Thermal oxidation of silicon is an important process step in MEMS device fabrication. Thicker oxide layers are often used as structural components and can take days or weeks to grow, causing high gas costs, maintenance issues, and a process bottleneck. Pyrolytic steam, which is generated from hydrogen and oxygen combustion, was the default process, but has serious drawbacks: cost, safety, particles, permitting, reduced growth rate, rapid hydrogen consumption, component breakdown and limited steam flow rates. Results from data collected over a 24 month period by a MEMS manufacturer supports replacement of pyrolytic torches with RASIRC Steamer technology to reduce process cycle time and enable expansion previously limited by local hydrogen permitting.

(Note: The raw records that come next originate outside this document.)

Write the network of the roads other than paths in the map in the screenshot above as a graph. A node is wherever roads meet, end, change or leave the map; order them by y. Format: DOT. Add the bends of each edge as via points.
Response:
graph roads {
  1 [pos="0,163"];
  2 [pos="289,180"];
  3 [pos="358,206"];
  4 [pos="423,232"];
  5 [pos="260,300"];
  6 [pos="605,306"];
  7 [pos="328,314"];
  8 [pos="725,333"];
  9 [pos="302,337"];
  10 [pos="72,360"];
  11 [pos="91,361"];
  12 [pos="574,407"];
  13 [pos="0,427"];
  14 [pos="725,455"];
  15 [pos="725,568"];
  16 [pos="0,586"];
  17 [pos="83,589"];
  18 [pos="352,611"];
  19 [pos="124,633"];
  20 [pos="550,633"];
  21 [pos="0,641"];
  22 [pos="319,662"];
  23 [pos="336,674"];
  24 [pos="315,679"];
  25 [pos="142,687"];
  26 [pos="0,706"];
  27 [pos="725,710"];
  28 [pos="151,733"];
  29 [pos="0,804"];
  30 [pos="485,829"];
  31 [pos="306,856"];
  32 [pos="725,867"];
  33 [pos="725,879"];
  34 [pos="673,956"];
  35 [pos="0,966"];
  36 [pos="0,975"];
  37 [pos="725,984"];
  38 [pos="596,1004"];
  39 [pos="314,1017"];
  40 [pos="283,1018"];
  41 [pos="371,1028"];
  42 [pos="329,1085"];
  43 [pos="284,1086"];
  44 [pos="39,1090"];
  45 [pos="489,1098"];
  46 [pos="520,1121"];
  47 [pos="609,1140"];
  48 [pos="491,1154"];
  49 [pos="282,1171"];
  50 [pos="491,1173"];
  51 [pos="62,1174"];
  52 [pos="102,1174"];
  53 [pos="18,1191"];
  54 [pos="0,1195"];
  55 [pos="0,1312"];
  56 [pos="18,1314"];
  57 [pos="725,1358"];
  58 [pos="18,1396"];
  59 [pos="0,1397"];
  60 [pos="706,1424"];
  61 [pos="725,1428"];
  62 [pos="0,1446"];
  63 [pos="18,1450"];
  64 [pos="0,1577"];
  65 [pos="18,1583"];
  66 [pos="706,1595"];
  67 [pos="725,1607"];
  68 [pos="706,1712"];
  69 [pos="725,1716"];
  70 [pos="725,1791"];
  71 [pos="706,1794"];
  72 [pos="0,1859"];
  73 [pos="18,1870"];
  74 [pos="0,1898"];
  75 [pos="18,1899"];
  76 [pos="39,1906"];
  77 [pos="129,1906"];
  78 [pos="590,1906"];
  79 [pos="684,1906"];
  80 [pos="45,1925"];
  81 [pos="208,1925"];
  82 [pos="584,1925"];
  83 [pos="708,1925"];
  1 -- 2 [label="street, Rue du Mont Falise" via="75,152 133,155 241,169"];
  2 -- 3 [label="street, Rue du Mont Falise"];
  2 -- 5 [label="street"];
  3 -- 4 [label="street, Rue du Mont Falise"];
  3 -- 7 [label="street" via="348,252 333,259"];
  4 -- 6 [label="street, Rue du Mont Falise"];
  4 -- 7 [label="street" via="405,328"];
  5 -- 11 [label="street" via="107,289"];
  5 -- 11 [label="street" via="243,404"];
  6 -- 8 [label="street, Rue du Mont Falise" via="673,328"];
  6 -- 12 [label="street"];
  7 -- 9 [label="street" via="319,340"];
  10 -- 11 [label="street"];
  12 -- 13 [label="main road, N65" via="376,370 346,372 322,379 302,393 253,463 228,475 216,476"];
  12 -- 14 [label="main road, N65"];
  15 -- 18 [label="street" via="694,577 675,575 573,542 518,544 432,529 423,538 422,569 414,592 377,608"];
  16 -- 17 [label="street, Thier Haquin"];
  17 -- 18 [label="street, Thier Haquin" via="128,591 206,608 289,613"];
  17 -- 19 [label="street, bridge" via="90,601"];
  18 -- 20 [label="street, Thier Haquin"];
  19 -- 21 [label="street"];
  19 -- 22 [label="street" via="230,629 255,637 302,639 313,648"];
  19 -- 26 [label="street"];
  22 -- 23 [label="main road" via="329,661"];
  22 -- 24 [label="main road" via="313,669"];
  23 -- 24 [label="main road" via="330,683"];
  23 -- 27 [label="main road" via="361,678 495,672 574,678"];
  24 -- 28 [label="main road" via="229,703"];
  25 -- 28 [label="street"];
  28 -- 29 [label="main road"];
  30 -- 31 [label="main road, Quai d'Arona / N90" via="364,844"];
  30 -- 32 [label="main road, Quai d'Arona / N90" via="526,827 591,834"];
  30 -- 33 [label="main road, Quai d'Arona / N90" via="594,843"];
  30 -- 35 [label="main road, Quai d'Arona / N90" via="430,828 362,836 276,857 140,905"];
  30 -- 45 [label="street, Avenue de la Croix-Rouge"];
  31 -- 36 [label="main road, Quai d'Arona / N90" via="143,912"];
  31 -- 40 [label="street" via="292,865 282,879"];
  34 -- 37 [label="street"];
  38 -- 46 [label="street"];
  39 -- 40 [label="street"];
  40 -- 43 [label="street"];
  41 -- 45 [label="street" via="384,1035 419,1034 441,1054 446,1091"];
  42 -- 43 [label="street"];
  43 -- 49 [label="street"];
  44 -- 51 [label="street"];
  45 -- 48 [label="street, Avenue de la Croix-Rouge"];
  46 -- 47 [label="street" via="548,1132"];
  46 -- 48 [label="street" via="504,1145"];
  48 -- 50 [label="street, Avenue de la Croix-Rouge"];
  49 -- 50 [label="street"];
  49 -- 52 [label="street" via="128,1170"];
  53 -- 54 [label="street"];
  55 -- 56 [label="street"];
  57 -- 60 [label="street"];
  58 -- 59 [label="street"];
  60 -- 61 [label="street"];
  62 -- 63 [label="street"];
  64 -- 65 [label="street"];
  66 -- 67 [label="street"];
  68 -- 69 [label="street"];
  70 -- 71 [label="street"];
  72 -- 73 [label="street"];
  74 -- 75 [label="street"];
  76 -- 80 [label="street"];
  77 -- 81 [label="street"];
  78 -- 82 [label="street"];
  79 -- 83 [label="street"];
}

Data was gathered to determine whether Steamers can meet or exceed pyrolytic torch performance. The RASIRC Steamer uses de-ionized water as its steam source, eliminating dependence on hydrogen and oxygen. A non-porous hydrophilic membrane selectively allows water vapor to pass. All other molecules are greatly restricted, so contaminants in water such as dissolved gases, ions, total organic compounds (TOC), particles, and metals can be removed in the steam phase. The MEMS manufacturer improved growth rate by 7% over the growth range from 1μm to 3.5μm. Over a four month period, wafer uniformity, refractive index, wafer stress, and etch rate were tracked with no significant difference found. The elimination of hydrogen generated a four-month return on investment (ROI). Mean time between failure (MTBF) was increased from 3 weeks to 32 weeks based on three Steamers operating over eight months.

Paper Details

Date Published: 16 February 2010
PDF: 10 pages
Proc. SPIE 7590, Micromachining and Microfabrication Process Technology XV, 75900L (16 February 2010); doi: 10.1117/12.839622
Show Author Affiliations
Jeffrey J. Spiegelman, RASIRC (United States)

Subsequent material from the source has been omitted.